New Car Previews

2020 Volkswagen Atlas Cross Sport Preview

The big two-row crossover segment was pretty empty for a long time. Buyers flocked to the even-bigger three-rows, and the smaller two-rows were the hot ticket for drivers needing only four seats. But now, like every crossover segment, it’s growing. VW is here with its own new entry, a shortened version of the Atlas: the 2020 Volkswagen Atlas Cross Sport.

Volkswagen’s trimming happens not between the wheels like in some similar models, but at the back, where it’s 71 mm shorter than the standard Atlas. It works, since you don’t need to force anyone to sit in the now-binned third row, and it preserves the massive rear-seat legroom. Though there’s slightly less headroom back there than in the Atlas, it’s still big enough for anyone who can fit in the front seats. Behind the second row, it’ll hold 1,141 L of stuff compared with the 1,580 L of the big one.

Some of that cargo space difference is from the shortened length, with the rest coming off the top. The Cross Sport is 58 mm lower than its bigger brother: all of it taken from the cabin height, not the ride height. And since this is the sporting one – it’s in the name, after all – it gets a more steeply raked windshield and hatch, with the roof coming down more quickly. With the tops of the doors the same height, it’s almost a 1950s chopped look. There are changes up front, too: The noses get a new three-bar chrome grille that differentiates it from the Atlas, new LED headlights on all trims, and an accent light profile that’s unique to the Cross Sport.
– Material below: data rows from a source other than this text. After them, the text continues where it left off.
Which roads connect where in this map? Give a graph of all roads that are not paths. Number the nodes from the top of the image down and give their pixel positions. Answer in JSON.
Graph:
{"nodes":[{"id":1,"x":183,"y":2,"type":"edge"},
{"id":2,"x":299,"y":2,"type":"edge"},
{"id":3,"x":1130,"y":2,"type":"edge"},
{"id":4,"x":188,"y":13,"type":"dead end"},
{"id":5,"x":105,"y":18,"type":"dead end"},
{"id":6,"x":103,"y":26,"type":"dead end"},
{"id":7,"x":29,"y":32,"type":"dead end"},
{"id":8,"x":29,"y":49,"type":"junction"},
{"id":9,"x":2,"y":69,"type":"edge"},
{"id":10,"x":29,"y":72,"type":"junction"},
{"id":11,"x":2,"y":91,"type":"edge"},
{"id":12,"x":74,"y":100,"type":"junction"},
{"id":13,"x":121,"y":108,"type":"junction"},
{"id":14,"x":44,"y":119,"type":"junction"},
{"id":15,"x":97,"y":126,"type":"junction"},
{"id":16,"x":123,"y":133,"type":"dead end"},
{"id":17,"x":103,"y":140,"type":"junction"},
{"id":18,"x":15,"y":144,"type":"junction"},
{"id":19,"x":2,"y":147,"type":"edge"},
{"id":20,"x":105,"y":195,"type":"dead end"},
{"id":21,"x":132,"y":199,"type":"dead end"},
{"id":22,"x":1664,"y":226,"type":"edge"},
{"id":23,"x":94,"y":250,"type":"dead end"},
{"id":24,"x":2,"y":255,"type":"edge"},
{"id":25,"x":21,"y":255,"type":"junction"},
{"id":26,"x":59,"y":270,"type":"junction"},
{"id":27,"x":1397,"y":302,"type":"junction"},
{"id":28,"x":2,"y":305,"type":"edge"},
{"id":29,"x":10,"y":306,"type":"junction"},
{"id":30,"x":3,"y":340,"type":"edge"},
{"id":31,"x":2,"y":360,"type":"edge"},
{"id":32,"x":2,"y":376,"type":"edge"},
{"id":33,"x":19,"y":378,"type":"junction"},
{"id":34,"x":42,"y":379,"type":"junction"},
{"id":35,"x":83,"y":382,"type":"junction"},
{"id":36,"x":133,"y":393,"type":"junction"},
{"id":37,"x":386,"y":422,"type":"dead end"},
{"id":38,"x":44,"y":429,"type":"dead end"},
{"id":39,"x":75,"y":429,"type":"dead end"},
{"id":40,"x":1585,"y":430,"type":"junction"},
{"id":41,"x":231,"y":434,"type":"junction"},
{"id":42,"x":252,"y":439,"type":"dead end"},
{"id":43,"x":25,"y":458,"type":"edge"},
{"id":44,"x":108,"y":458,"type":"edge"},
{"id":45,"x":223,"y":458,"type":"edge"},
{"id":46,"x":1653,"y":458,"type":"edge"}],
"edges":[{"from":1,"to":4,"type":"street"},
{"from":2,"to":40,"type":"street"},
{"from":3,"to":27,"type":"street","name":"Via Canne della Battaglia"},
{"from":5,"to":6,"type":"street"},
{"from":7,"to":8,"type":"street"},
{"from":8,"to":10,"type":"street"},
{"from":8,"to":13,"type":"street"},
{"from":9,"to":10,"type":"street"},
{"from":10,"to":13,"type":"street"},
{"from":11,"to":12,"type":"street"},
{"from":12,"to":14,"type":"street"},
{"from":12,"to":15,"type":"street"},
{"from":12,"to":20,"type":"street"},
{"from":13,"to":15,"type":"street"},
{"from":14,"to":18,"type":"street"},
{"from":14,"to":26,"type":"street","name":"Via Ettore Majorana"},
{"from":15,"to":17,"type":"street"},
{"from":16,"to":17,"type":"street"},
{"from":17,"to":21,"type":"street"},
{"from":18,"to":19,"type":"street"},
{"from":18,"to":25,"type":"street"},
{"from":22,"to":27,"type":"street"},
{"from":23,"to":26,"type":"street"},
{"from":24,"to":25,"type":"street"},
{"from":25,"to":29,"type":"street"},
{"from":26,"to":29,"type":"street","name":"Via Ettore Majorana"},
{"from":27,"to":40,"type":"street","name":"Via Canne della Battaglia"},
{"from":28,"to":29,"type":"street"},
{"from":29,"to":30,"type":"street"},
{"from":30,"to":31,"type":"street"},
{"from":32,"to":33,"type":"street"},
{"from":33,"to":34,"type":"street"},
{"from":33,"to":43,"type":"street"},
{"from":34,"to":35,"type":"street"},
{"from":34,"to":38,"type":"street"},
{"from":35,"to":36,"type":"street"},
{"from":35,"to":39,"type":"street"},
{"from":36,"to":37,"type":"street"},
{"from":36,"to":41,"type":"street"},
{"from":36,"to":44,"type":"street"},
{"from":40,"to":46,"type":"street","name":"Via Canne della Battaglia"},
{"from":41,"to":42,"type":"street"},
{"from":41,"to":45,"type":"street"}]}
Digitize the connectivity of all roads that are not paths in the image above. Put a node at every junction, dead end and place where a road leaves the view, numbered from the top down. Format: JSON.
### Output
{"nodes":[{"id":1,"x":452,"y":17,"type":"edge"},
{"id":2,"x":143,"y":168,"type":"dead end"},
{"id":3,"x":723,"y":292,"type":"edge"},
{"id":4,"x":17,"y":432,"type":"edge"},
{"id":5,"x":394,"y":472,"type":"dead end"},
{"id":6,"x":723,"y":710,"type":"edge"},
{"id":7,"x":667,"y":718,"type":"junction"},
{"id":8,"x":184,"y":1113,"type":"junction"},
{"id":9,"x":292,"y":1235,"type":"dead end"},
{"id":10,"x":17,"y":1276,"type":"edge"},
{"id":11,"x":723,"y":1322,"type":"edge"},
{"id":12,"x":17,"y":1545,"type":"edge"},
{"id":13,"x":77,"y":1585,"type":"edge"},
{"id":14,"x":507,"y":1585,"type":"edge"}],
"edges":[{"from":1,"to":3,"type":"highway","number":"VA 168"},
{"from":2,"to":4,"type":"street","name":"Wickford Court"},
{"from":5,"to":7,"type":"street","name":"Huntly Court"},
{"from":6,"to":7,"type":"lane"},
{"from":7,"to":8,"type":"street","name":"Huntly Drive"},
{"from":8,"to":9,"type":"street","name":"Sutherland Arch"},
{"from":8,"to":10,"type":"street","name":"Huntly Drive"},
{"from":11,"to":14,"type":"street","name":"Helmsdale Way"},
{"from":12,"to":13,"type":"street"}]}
Inside, the Cross Sport isn’t just an Atlas with some new trim in the back. VW has given it a new steering wheel with what feels like a thicker rim and a smaller airbag that looks much more appealing than the regular Atlas. There are also some new materials inside, like available accent stitching on the doors and seats, plus wireless phone charging, a feature you can’t get on the standard Atlas.

The automaker is pitching this one as a more premium offering than the standard vehicle, which means it’ll get some unique interior colours and three paint hues not available on the standard model. The R-Line trim, which is the one in the photos, adds unique bumpers with chrome accents around the air scoops, plus piano black trim and those big wheels.

The added colours and enhanced trim come because the company says its research shows that while three-row buyers pick practicality, two-row shoppers want style. Which is why the segment is now full of more stylish offerings like the Chevy Blazer and Honda Passport, and vehicles that offer more of a lifestyle image like Jeep’s Grand Cherokee. So while VW is still mum on the price, expect this one to ring in a bit higher than the bigger Atlas.

The same two engines will be on offer in both models, with a 235 hp, 258 lb-ft 2.0L turbo-four as the entry engine and a 276 hp, 266 lb-ft V6 in higher trims. VW doesn’t have official fuel economy figures, but they said that figures won’t be very different from the full-fat Atlas, despite the lower roof line 100 kg weight loss of the Cross Sport. For reference, the Atlas is rated for 13.8 L/100 km city, 10.2 highway.

While front-drivers will be available in the US, Canadian vehicles come exclusively with 4Motion all-wheel drive. They’ll also have an eight-speed automatic and automatic stop-start. The Cross Sport gets no suspension lift for off-road capability nor a stiffer suspension for a more sporting driving feel, both techniques employed by competitors in the segment.

It will have four on-road drive modes, with the fourth being a customizable option, and three for more difficult terrain. Snow, off-road, and off-road individual. The modes change settings like throttle opening, when the engine shifts, the traction control, and even the radar cruise control. That’s right, the radar cruise in Sport can respond more aggressively than in normal.

Driver customization linked to the key lets multiple drivers store a wide range of settings, so that they don’t have to change things manually when they get back in their Atlas. There are the usual power seat position and radio stations, but also features like the parking sensor noise and noise level, the radar cruise following distance, climate control settings, and more. Handy for when the family truckster is getting passed back and forth, especially if the different drivers have very different driving styles.

The front seats will be heated as standard on all trims, along with the side mirrors and washer nozzles. Comfortline and up heat the steering wheel, and Execline warms up the rear seats.

Available active safety features include forward collision warning with automatic braking, blind spot monitoring, and rear traffic alert. There’s a post-collision braking system that makes sure you’re stopped and stay stopped following an airbag deployment. Adaptive cruise with traffic-jam assist, a feature that allows the vehicle to come to a complete stop and then set off again with moving traffic – as long as it’s moving within three seconds – is new for the Cross Sport, as is Dynamic Road Sign Display, which uses the nav data to display signs like speed limits, no-passing zones, school zones, and even construction zones. That last one is confirmed for the US, but VW Canada is checking on availability north of the border. Park assist that can self-park in parallel or perpendicular spaces will be available as well.

The 2020 Atlas Cross Sport will be available late in Q1 of next year, with pricing details closer to the on-sale date.